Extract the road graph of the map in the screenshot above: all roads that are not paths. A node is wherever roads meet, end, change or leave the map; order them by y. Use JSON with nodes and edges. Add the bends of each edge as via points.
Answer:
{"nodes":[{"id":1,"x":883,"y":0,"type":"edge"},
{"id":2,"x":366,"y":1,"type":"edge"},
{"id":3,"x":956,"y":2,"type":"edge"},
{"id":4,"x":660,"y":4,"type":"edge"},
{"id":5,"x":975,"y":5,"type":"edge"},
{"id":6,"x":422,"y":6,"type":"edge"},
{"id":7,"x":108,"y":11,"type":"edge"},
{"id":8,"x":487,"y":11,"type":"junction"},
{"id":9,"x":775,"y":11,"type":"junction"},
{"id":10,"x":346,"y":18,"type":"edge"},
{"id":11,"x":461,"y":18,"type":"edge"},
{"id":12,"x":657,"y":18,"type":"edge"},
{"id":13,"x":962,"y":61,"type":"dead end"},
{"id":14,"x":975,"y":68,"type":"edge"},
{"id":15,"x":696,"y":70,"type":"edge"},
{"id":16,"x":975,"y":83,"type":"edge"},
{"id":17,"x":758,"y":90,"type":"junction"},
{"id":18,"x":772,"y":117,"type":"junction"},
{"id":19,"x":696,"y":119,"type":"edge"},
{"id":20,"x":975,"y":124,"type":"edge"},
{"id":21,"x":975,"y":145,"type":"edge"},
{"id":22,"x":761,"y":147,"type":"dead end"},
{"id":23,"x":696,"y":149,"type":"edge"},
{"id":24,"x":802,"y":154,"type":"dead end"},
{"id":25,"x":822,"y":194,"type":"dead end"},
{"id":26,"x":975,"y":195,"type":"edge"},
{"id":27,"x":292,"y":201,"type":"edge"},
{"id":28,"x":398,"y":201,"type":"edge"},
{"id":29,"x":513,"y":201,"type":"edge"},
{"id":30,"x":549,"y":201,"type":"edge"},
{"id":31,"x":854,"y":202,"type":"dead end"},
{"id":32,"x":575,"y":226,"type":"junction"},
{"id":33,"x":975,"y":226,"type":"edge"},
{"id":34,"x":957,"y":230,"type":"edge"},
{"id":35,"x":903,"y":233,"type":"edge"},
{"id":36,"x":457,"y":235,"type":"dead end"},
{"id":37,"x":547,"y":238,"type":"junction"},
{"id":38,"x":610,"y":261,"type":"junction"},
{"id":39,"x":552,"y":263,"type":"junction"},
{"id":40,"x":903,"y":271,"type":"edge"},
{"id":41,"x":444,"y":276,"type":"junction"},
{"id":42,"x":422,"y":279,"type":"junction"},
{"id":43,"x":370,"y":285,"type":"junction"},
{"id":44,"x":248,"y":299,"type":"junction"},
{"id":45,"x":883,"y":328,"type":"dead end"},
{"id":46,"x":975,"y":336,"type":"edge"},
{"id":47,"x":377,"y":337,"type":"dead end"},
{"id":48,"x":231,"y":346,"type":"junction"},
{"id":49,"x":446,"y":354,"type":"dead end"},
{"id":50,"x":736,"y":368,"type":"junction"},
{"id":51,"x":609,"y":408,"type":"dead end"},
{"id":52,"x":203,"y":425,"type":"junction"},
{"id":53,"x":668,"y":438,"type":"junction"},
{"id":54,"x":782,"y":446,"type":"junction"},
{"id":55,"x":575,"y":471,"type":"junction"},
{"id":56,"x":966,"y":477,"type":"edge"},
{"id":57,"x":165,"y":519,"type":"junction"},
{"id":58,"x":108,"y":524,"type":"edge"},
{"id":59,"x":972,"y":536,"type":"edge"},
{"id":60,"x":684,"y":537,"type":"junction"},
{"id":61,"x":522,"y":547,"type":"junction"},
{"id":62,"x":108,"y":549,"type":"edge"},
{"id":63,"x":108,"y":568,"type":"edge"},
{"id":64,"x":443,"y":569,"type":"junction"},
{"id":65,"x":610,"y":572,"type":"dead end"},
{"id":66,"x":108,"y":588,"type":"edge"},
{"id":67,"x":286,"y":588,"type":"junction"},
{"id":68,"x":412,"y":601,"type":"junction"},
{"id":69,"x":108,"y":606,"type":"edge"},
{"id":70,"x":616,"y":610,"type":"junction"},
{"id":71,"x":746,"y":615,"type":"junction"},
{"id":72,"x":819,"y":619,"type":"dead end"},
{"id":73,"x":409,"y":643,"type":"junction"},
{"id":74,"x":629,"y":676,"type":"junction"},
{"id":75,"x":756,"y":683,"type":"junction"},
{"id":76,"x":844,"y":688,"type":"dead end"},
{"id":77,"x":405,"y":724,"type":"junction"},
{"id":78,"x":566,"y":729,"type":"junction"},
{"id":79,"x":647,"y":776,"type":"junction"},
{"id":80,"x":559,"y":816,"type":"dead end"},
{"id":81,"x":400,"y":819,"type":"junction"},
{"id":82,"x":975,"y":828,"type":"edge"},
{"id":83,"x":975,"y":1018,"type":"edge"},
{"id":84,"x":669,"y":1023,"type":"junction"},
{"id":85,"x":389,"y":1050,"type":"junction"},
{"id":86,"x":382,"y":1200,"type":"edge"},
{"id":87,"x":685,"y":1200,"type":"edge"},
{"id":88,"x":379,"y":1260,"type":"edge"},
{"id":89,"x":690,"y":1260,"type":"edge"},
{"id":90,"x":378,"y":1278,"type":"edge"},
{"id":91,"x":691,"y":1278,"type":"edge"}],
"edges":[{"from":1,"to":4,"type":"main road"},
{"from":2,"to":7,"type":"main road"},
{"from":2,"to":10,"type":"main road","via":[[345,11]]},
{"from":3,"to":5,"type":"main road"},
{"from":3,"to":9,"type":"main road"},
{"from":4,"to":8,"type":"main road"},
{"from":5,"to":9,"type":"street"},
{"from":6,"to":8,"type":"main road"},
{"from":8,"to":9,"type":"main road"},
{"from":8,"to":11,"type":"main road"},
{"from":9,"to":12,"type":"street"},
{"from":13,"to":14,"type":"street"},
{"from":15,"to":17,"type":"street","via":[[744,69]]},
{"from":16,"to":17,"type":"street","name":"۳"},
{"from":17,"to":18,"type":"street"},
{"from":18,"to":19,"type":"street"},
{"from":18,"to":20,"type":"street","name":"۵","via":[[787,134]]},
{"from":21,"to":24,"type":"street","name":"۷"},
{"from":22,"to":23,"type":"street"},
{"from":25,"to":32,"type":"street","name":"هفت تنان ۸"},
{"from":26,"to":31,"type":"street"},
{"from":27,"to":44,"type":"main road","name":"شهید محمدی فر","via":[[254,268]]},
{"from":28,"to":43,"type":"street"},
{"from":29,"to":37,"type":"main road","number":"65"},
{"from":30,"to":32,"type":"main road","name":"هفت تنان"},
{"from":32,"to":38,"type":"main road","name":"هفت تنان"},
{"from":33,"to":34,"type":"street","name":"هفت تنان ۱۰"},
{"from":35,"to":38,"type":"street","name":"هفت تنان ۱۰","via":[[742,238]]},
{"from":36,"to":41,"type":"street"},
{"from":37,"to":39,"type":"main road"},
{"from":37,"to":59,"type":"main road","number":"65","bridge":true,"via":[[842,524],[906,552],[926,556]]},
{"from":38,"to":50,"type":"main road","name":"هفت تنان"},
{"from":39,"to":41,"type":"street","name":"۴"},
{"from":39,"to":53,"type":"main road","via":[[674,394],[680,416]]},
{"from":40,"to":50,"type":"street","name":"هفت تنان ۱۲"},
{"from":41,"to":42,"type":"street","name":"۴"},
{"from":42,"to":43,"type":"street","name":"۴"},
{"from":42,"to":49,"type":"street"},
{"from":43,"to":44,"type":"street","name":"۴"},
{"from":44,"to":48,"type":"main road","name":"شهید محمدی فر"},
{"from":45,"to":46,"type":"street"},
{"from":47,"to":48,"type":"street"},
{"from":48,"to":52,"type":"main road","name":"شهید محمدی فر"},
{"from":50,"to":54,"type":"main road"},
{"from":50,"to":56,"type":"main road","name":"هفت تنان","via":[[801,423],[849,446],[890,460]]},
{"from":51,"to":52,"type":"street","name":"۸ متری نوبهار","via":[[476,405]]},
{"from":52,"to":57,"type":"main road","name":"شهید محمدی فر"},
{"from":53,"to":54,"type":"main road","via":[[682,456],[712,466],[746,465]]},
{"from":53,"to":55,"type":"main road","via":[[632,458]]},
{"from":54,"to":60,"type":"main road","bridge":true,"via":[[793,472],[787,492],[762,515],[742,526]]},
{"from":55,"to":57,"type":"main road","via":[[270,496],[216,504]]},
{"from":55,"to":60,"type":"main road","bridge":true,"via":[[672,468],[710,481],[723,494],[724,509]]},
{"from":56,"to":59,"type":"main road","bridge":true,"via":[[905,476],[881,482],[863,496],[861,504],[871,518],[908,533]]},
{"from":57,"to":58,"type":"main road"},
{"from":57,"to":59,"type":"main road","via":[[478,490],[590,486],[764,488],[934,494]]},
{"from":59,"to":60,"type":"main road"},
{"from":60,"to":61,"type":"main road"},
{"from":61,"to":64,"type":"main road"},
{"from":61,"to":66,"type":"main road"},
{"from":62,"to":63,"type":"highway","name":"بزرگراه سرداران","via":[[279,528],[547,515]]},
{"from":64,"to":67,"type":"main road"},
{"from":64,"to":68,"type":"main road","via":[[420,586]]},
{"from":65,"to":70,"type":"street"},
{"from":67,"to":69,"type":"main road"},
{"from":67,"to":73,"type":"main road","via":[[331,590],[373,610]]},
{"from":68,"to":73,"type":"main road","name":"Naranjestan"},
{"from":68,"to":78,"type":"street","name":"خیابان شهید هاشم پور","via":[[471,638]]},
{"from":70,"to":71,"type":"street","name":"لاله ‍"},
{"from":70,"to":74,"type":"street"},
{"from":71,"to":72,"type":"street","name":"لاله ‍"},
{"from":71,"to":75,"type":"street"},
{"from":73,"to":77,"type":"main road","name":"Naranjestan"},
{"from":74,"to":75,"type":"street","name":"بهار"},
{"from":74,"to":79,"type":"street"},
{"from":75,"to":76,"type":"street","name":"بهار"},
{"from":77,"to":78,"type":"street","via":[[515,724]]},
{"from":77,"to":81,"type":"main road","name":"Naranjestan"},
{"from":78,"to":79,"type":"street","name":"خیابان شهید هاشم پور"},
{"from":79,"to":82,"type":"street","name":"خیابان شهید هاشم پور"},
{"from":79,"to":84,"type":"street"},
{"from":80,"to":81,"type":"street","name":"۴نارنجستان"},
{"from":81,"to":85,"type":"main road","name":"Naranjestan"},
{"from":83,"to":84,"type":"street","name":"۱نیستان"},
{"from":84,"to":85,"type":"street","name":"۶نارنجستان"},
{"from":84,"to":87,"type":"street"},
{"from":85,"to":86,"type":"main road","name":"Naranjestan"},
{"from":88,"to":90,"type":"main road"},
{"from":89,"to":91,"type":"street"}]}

→ **EXERCISE**:
The lines to return are those holding the string "nodes" anywhere in the listing above.

→ **ANSWER SPACE**:
Extract the road graph of the map in the screenshot above: all roads that are not paths. A node is wherever roads meet, end, change or leave the map; order them by y. Use JSON with nodes and edges. Add the bends of each edge as via points.
{"nodes":[{"id":1,"x":883,"y":0,"type":"edge"},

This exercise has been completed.